Transcribe the records in full, keeping every character as it is.
[EXTRACTED ENTRIES — start]
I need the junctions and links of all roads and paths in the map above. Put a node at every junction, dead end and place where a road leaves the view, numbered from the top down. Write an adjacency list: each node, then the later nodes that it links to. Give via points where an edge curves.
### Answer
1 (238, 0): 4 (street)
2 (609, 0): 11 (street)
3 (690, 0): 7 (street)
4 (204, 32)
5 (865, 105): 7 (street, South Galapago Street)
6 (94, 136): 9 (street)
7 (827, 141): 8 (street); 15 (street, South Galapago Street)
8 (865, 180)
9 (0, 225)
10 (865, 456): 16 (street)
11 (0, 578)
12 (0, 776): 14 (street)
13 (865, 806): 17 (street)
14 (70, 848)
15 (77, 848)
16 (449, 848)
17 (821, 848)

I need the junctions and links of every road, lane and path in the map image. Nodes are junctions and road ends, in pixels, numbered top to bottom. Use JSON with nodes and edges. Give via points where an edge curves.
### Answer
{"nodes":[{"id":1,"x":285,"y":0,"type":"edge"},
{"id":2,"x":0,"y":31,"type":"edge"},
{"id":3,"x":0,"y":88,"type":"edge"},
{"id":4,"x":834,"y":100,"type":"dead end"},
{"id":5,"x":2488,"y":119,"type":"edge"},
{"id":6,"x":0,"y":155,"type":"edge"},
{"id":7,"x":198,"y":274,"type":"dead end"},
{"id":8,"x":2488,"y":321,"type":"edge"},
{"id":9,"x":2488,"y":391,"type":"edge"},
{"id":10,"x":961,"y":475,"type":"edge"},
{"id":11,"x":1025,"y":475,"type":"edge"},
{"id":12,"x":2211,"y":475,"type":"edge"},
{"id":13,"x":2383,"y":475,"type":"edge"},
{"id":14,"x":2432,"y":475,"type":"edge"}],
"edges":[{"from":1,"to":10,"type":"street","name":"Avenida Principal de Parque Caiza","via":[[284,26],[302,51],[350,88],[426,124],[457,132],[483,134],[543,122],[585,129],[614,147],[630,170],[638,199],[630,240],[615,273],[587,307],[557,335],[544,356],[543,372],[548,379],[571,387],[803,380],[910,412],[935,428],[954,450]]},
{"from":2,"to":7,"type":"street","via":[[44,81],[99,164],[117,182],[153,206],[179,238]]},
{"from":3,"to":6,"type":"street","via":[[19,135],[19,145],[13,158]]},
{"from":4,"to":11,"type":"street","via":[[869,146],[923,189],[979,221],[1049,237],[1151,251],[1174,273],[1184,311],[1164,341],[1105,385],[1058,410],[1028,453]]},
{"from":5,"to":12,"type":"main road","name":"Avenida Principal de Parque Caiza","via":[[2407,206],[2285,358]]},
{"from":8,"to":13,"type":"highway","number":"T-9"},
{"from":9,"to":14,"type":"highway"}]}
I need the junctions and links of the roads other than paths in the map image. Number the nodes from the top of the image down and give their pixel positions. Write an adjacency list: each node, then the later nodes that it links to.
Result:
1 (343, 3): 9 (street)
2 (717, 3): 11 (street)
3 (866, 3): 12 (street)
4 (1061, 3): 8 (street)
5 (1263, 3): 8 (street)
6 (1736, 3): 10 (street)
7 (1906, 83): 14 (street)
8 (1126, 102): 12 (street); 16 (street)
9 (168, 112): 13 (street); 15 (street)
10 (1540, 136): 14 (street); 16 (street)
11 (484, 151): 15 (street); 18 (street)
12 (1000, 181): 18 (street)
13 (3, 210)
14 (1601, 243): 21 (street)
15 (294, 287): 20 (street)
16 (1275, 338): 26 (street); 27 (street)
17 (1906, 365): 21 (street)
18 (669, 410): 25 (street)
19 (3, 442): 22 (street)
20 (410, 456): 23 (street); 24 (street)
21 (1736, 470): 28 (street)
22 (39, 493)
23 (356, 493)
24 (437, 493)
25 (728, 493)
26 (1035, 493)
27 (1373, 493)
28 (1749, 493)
[EXTRACTED ENTRIES — finish]
__TASK RESULT__:
I need the junctions and links of all roads and paths in the map above. Put a node at every junction, dead end and place where a road leaves the view, numbered from the top down. Write an adjacency list: each node, then the later nodes that it links to. Give via points where an edge curves.
### Answer
1 (238, 0): 4 (street)
2 (609, 0): 11 (street)
3 (690, 0): 7 (street)
4 (204, 32)
5 (865, 105): 7 (street, South Galapago Street)
6 (94, 136): 9 (street)
7 (827, 141): 8 (street); 15 (street, South Galapago Street)
8 (865, 180)
9 (0, 225)
10 (865, 456): 16 (street)
11 (0, 578)
12 (0, 776): 14 (street)
13 (865, 806): 17 (street)
14 (70, 848)
15 (77, 848)
16 (449, 848)
17 (821, 848)

I need the junctions and links of every road, lane and path in the map image. Nodes are junctions and road ends, in pixels, numbered top to bottom. Use JSON with nodes and edges. Give via points where an edge curves.
### Answer
{"nodes":[{"id":1,"x":285,"y":0,"type":"edge"},
{"id":2,"x":0,"y":31,"type":"edge"},
{"id":3,"x":0,"y":88,"type":"edge"},
{"id":4,"x":834,"y":100,"type":"dead end"},
{"id":5,"x":2488,"y":119,"type":"edge"},
{"id":6,"x":0,"y":155,"type":"edge"},
{"id":7,"x":198,"y":274,"type":"dead end"},
{"id":8,"x":2488,"y":321,"type":"edge"},
{"id":9,"x":2488,"y":391,"type":"edge"},
{"id":10,"x":961,"y":475,"type":"edge"},
{"id":11,"x":1025,"y":475,"type":"edge"},
{"id":12,"x":2211,"y":475,"type":"edge"},
{"id":13,"x":2383,"y":475,"type":"edge"},
{"id":14,"x":2432,"y":475,"type":"edge"}],
"edges":[{"from":1,"to":10,"type":"street","name":"Avenida Principal de Parque Caiza","via":[[284,26],[302,51],[350,88],[426,124],[457,132],[483,134],[543,122],[585,129],[614,147],[630,170],[638,199],[630,240],[615,273],[587,307],[557,335],[544,356],[543,372],[548,379],[571,387],[803,380],[910,412],[935,428],[954,450]]},
{"from":2,"to":7,"type":"street","via":[[44,81],[99,164],[117,182],[153,206],[179,238]]},
{"from":3,"to":6,"type":"street","via":[[19,135],[19,145],[13,158]]},
{"from":4,"to":11,"type":"street","via":[[869,146],[923,189],[979,221],[1049,237],[1151,251],[1174,273],[1184,311],[1164,341],[1105,385],[1058,410],[1028,453]]},
{"from":5,"to":12,"type":"main road","name":"Avenida Principal de Parque Caiza","via":[[2407,206],[2285,358]]},
{"from":8,"to":13,"type":"highway","number":"T-9"},
{"from":9,"to":14,"type":"highway"}]}
I need the junctions and links of the roads other than paths in the map image. Number the nodes from the top of the image down and give their pixel positions. Write an adjacency list: each node, then the later nodes that it links to.
Result:
1 (343, 3): 9 (street)
2 (717, 3): 11 (street)
3 (866, 3): 12 (street)
4 (1061, 3): 8 (street)
5 (1263, 3): 8 (street)
6 (1736, 3): 10 (street)
7 (1906, 83): 14 (street)
8 (1126, 102): 12 (street); 16 (street)
9 (168, 112): 13 (street); 15 (street)
10 (1540, 136): 14 (street); 16 (street)
11 (484, 151): 15 (street); 18 (street)
12 (1000, 181): 18 (street)
13 (3, 210)
14 (1601, 243): 21 (street)
15 (294, 287): 20 (street)
16 (1275, 338): 26 (street); 27 (street)
17 (1906, 365): 21 (street)
18 (669, 410): 25 (street)
19 (3, 442): 22 (street)
20 (410, 456): 23 (street); 24 (street)
21 (1736, 470): 28 (street)
22 (39, 493)
23 (356, 493)
24 (437, 493)
25 (728, 493)
26 (1035, 493)
27 (1373, 493)
28 (1749, 493)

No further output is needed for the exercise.